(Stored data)
--

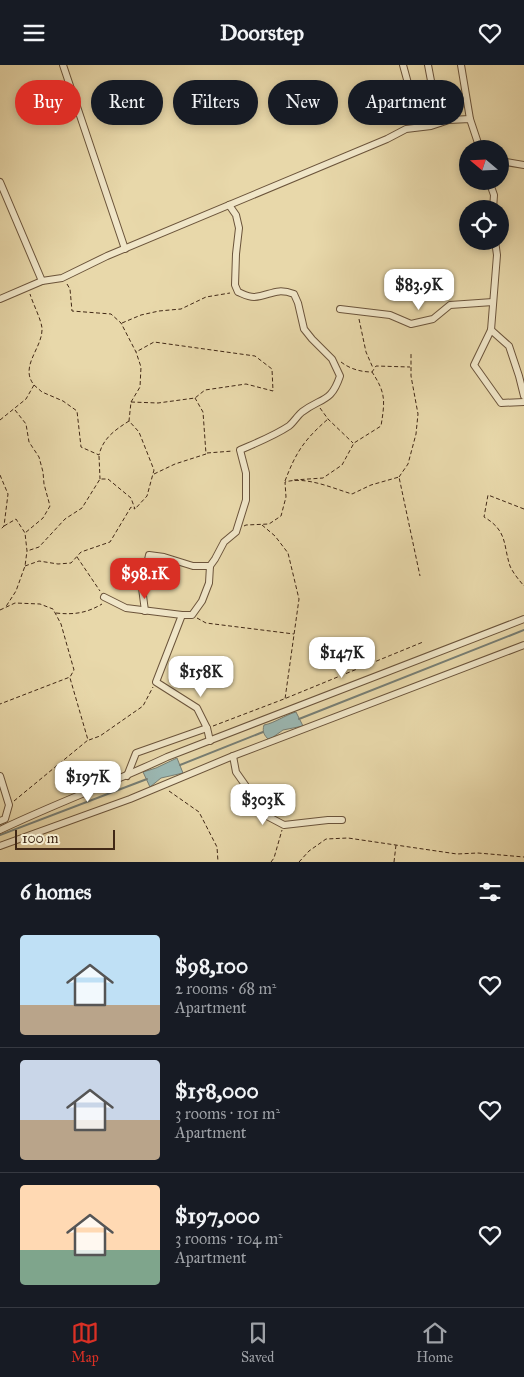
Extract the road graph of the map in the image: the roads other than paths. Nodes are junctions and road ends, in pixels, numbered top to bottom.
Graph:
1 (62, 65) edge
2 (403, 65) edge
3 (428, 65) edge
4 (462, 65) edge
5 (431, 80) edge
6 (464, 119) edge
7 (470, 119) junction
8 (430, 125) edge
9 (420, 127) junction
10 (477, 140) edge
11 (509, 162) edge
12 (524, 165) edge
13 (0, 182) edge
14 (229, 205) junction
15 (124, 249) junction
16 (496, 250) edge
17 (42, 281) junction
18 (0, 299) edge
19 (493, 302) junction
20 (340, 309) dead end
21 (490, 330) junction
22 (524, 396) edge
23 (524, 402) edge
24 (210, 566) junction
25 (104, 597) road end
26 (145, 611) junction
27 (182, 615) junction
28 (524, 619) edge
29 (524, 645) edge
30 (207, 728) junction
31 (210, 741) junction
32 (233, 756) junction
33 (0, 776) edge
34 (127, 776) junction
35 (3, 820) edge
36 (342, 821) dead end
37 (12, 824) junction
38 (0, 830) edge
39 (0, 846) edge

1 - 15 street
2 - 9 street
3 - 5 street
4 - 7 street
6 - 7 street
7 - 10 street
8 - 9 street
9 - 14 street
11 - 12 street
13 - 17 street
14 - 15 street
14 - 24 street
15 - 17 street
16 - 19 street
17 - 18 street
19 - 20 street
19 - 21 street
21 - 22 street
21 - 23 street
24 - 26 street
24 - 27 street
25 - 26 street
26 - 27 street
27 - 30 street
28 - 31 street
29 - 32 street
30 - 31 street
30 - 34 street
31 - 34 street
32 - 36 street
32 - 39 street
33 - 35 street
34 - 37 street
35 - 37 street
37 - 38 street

--

If pictures appear among the records, do not carry them over; retype the rest exactly.

Extract the road graph of the map in the image: the roads other than paths. Nodes are junctions and road ends, in pixels, numbered top to bottom.
Graph:
1 (62, 65) edge
2 (403, 65) edge
3 (428, 65) edge
4 (462, 65) edge
5 (431, 80) edge
6 (464, 119) edge
7 (470, 119) junction
8 (430, 125) edge
9 (420, 127) junction
10 (477, 140) edge
11 (509, 162) edge
12 (524, 165) edge
13 (0, 182) edge
14 (229, 205) junction
15 (124, 249) junction
16 (496, 250) edge
17 (42, 281) junction
18 (0, 299) edge
19 (493, 302) junction
20 (340, 309) dead end
21 (490, 330) junction
22 (524, 396) edge
23 (524, 402) edge
24 (210, 566) junction
25 (104, 597) road end
26 (145, 611) junction
27 (182, 615) junction
28 (524, 619) edge
29 (524, 645) edge
30 (207, 728) junction
31 (210, 741) junction
32 (233, 756) junction
33 (0, 776) edge
34 (127, 776) junction
35 (3, 820) edge
36 (342, 821) dead end
37 (12, 824) junction
38 (0, 830) edge
39 (0, 846) edge

1 - 15 street
2 - 9 street
3 - 5 street
4 - 7 street
6 - 7 street
7 - 10 street
8 - 9 street
9 - 14 street
11 - 12 street
13 - 17 street
14 - 15 street
14 - 24 street
15 - 17 street
16 - 19 street
17 - 18 street
19 - 20 street
19 - 21 street
21 - 22 street
21 - 23 street
24 - 26 street
24 - 27 street
25 - 26 street
26 - 27 street
27 - 30 street
28 - 31 street
29 - 32 street
30 - 31 street
30 - 34 street
31 - 34 street
32 - 36 street
32 - 39 street
33 - 35 street
34 - 37 street
35 - 37 street
37 - 38 street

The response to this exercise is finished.